Extracted entries START

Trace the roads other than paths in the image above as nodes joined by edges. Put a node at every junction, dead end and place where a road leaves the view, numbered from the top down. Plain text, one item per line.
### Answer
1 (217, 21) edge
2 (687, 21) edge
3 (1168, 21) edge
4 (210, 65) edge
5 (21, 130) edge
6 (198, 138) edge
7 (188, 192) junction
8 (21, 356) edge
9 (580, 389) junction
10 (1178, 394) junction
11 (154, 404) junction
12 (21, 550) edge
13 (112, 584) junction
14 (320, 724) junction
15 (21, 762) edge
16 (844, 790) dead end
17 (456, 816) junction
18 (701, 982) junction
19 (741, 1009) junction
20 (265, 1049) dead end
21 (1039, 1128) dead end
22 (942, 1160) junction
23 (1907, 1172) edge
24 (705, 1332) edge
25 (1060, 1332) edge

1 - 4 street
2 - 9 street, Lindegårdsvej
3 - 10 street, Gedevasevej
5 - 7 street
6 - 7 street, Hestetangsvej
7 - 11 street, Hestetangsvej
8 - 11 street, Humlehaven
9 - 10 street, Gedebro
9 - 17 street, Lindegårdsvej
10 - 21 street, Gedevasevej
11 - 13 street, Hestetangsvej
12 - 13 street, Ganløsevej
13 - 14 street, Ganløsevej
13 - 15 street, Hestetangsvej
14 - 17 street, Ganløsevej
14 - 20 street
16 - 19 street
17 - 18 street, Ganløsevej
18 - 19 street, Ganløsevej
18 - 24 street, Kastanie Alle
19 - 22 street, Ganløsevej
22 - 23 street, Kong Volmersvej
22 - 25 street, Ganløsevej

Extracted entries END

== Task ==
Copy the records above exactly, leaving nothing out.

== Response area ==
Trace the roads other than paths in the image above as nodes joined by edges. Put a node at every junction, dead end and place where a road leaves the view, numbered from the top down. Plain text, one item per line.
### Answer
1 (217, 21) edge
2 (687, 21) edge
3 (1168, 21) edge
4 (210, 65) edge
5 (21, 130) edge
6 (198, 138) edge
7 (188, 192) junction
8 (21, 356) edge
9 (580, 389) junction
10 (1178, 394) junction
11 (154, 404) junction
12 (21, 550) edge
13 (112, 584) junction
14 (320, 724) junction
15 (21, 762) edge
16 (844, 790) dead end
17 (456, 816) junction
18 (701, 982) junction
19 (741, 1009) junction
20 (265, 1049) dead end
21 (1039, 1128) dead end
22 (942, 1160) junction
23 (1907, 1172) edge
24 (705, 1332) edge
25 (1060, 1332) edge

1 - 4 street
2 - 9 street, Lindegårdsvej
3 - 10 street, Gedevasevej
5 - 7 street
6 - 7 street, Hestetangsvej
7 - 11 street, Hestetangsvej
8 - 11 street, Humlehaven
9 - 10 street, Gedebro
9 - 17 street, Lindegårdsvej
10 - 21 street, Gedevasevej
11 - 13 street, Hestetangsvej
12 - 13 street, Ganløsevej
13 - 14 street, Ganløsevej
13 - 15 street, Hestetangsvej
14 - 17 street, Ganløsevej
14 - 20 street
16 - 19 street
17 - 18 street, Ganløsevej
18 - 19 street, Ganløsevej
18 - 24 street, Kastanie Alle
19 - 22 street, Ganløsevej
22 - 23 street, Kong Volmersvej
22 - 25 street, Ganløsevej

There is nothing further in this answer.